Hey, friends! So happy that we have an interview today with poet/artist/performer Barbie Angell. Barbie’s book of children’s poems, Roasting Questions (with her own illustrations & layout) is being issued through Grateful Steps in Asheville, North Carolina, & I’m really excited by this.

You can view Barbie’s book at this link to its dedicated website (& other links throughout the post!)—but not only can you view the book: you can pre-order your copy (or copies), & also sponsor the book to help raise money for the printing—Barbie explains that process in the following interview. I will say that this is a particularly good time to pre-order &/or sponsor, because Barbie recently received a $500 donation with the stipulation that the amount be matched during the following week, which runs from Monday 10/15 until Monday 10/22.

If you’re a regular reader here, you don’t need me to tell you how delightful, witty & downright fun Barbie’s poems & art both are. So here’s a chance to get to know this wonderful artist just a little bit better! 

J: I’m so happy about Roasting Questions, & I know you are thrilled too. The publishing process through Grateful Steps, which is a publishing house in Asheville, may be unfamiliar to some readers—it’s a bit like Kickstarter isn’t it? Could you go over that so people get a feel for the process & how they can participate? 

B: Absolutely. Shortly after Grateful Steps came to me about doing a book of children’s poetry, they became a non-profit publishing house.  Because of this, they raise the money for printing costs from the pre-sales orders.  Since people have been asking me for some time to sell audio files, prints of my art and such, I decided we could offer those as a Kickstarter-style incentive as well.  There are a lot of fun extras starting at $1 and, as with Kickstarter, each level includes all the offers in the previous levels.  I know that people are more likely to buy something they can hold right away and getting the pre-sales orders in as quickly as possible will help get the books in the hands of the readers that much sooner.

J: I have the advantage on many of the readers, because I at least know the broad outlines of how you began writing—& it’s a fascinating story. Could you tell us a little about that, & specifically, when you first knew you wanted to be a writer? 

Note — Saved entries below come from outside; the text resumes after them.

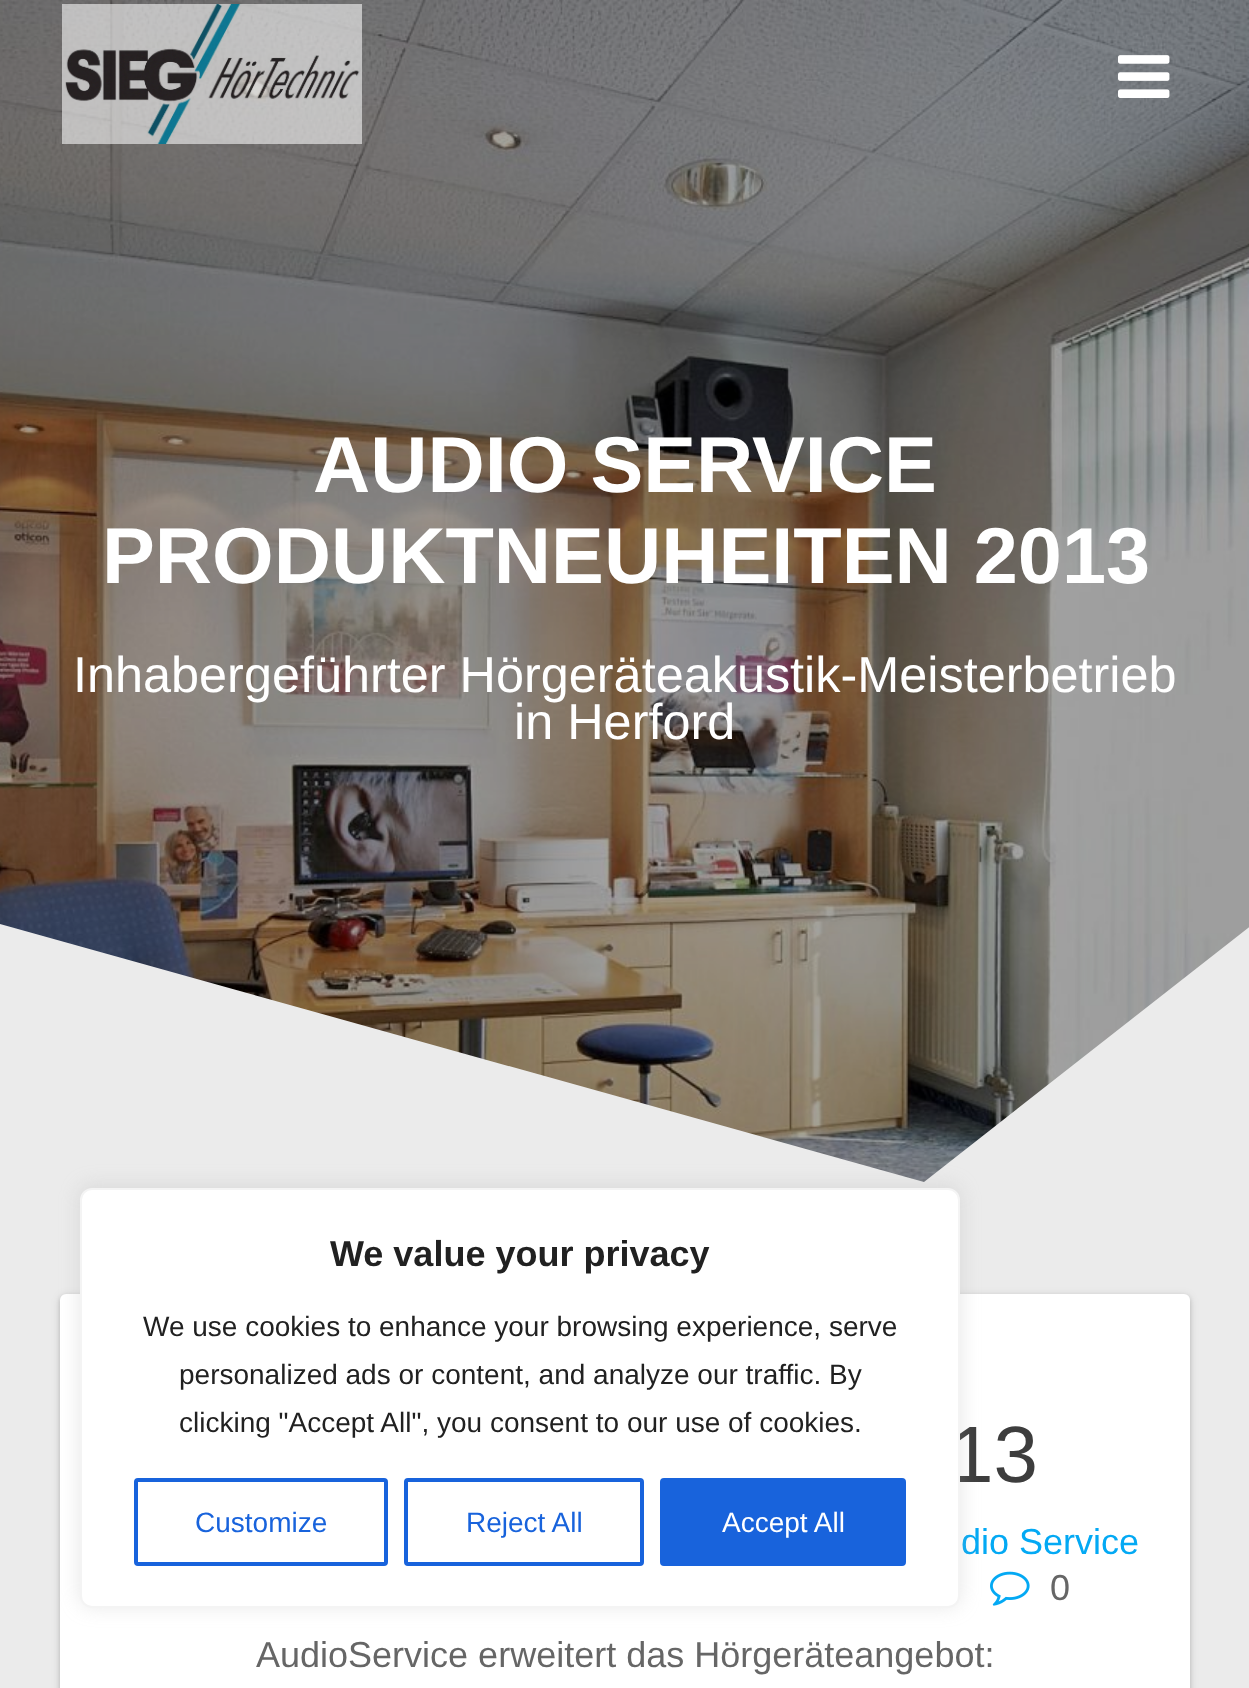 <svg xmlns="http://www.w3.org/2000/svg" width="1249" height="1688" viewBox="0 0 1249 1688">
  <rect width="100%" height="100%" fill="rgb(235,235,235)"/>
  <image x="0" y="0" width="1249" height="1182" href="pic3.png"/>
  <image x="62" y="4" width="300" height="140" href="pic1.png"/>
  <image x="1118" y="55" width="52" height="43" href="pic2.png"/>
  <g font-family="Liberation Sans" font-size="79.25" font-weight="bold" fill="rgb(255,255,255)">
    <text x="313" y="492">AUDIO SERVICE</text>
    <text x="102" y="583">PRODUKTNEUHEITEN 2013</text>
  </g>
  <g font-family="Liberation Sans" font-size="50.4" fill="rgb(255,255,255)">
    <text x="73" y="692">Inhabergeführter Hörgeräteakustik-Meisterbetrieb</text>
    <text x="514" y="739">in Herford</text>
  </g>
  <path d="M924 1182L0 924V1196H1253V924Z" fill="rgb(235,235,235)"/>
  <rect x="60" y="1296" width="1130" height="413" rx="6" fill="rgba(0,0,0,0.12)" filter="blur(5px)"/>
  <rect x="60" y="1296" width="1130" height="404" rx="6" fill="rgba(0,0,0,0.14)" filter="blur(2px)"/>
  <rect x="60" y="1294" width="1130" height="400" rx="6" fill="rgb(255,255,255)"/>
  <text x="949" y="1482" font-family="Liberation Sans" font-size="80" fill="rgb(61,61,61)">13</text>
  <text x="961" y="1554" font-family="Liberation Sans" font-size="36" fill="rgb(3,169,244)">dio Service</text>
  <image x="990" y="1571" width="40" height="35" href="pic4.png"/>
  <g font-family="Liberation Sans" font-size="36" fill="rgb(102,102,102)">
    <text x="1050" y="1600">0</text>
    <text x="256" y="1667">AudioService erweitert das Hörgeräteangebot:</text>
  </g>
  <rect x="80" y="1186" width="880" height="420" rx="12" fill="rgba(172,171,171,0.3)" filter="blur(10px)"/>
  <rect x="81" y="1189" width="878" height="418" rx="11" fill="rgb(255,255,255)" stroke="rgb(244,244,244)" stroke-width="2"/>
  <text x="330" y="1266" font-family="Liberation Sans" font-size="36" font-weight="bold" fill="rgb(33,33,33)">We value your privacy</text>
  <g font-family="Liberation Sans" font-size="28" fill="rgb(33,33,33)">
    <text x="143" y="1336">We use cookies to enhance your browsing experience, serve</text>
    <text>
      <tspan x="179" y="1384">personalized ads or content, and analyze our traffic. By</tspan>
      <tspan x="179" y="1432">clicking "Accept All", you consent to our use of cookies.</tspan>
    </text>
  </g>
  <rect x="136" y="1480" width="250" height="84" rx="2" fill="none" stroke="rgb(24,99,220)" stroke-width="4"/>
  <text x="195" y="1532" font-family="Liberation Sans" font-size="28" fill="rgb(24,99,220)">Customize</text>
  <rect x="406" y="1480" width="236" height="84" rx="2" fill="none" stroke="rgb(24,99,220)" stroke-width="4"/>
  <text x="466" y="1532" font-family="Liberation Sans" font-size="28" fill="rgb(24,99,220)">Reject All</text>
  <rect x="662" y="1480" width="242" height="84" rx="2" fill="rgb(24,99,220)" stroke="rgb(24,99,220)" stroke-width="4"/>
  <text x="722" y="1532" font-family="Liberation Sans" font-size="28" fill="rgb(255,255,255)">Accept All</text>
</svg>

B: I always wrote songs as a child, parodies actually, but I never wrote poems.  I wrote puppet plays too and I’m certain that Broadway producers would love to get their hands on the original script of Raggedy Andy and Square Bear.  When I was 13, I went to Mooseheart, a school for children who had no place else to go. 

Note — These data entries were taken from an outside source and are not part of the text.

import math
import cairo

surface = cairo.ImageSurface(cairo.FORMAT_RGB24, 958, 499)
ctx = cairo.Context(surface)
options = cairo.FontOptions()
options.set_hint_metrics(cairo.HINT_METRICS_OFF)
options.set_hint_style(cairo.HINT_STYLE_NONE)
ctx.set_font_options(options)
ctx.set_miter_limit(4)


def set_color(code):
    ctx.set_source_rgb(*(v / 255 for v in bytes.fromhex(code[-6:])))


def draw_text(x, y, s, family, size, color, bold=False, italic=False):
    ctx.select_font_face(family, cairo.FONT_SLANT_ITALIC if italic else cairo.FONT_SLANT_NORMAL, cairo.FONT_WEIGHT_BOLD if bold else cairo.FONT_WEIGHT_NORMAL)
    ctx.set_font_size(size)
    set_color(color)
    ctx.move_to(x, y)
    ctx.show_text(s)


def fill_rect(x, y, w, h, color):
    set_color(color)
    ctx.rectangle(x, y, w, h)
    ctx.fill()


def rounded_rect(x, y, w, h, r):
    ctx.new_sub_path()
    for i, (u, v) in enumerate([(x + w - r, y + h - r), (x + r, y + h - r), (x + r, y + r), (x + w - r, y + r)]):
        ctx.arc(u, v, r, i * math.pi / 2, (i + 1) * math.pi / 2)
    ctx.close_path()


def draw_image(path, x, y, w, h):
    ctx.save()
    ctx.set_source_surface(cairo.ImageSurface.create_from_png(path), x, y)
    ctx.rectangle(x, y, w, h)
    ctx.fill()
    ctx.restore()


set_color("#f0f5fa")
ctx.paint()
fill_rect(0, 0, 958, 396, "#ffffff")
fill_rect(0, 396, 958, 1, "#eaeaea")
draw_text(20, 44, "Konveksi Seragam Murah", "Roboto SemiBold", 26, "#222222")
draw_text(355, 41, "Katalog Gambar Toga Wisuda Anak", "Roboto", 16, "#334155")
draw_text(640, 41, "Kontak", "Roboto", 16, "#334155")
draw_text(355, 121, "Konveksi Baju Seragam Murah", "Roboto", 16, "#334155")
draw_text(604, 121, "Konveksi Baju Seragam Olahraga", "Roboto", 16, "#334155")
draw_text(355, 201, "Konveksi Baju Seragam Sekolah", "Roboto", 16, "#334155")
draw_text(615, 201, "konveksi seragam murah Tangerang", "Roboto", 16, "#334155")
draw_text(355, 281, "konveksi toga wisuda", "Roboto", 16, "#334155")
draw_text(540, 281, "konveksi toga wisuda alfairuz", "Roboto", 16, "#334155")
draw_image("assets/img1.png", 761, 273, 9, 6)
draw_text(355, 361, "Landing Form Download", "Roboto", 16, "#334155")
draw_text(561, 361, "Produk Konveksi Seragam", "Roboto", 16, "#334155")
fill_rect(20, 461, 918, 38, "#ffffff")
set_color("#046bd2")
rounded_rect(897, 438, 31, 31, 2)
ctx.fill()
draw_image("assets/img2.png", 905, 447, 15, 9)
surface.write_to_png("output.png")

My first Christmas there I was given a diary, and since a diary is not really a safe place for ones thoughts in an institution, I used it to write poetry.  While I struggled with punctuation and other English composition rules, I excelled at creative writing.  Often my teachers would ask me to read my stories to the class and, as a senior, I won my first award for writing a Memorial Day speech. 

When I went to college I was pre-law.  I had wanted to be a lawyer since I was 6 years old.  I know, straight from ballerina to lawyer, I was an odd child.  My theater director was also my advisor and, after making myself quite known on the campus with my “How to” paper in English 101, my advisor sat me down for a serious talk.  I thought it was because I had taken the standard assignment and caused controversy.  My paper was entitled “How to abstain from having sex on a date.”  In fact, he wanted to convince me to change my major.  He felt that if I could make myself so well-known, on a campus with over 500 students, by merely not taking the easy route and writing the typical “How to make ramen noodles in a 4-cup coffee maker,” then I really had no choice but to become a writer.  That man, Jerry Dellinger, would go on to make certain that I did realize what my passion was.  He stood behind me and urged me forward, as he so often did when I acted in his plays.  In essence, he directed my life. . . and I think he did a pretty excellent job.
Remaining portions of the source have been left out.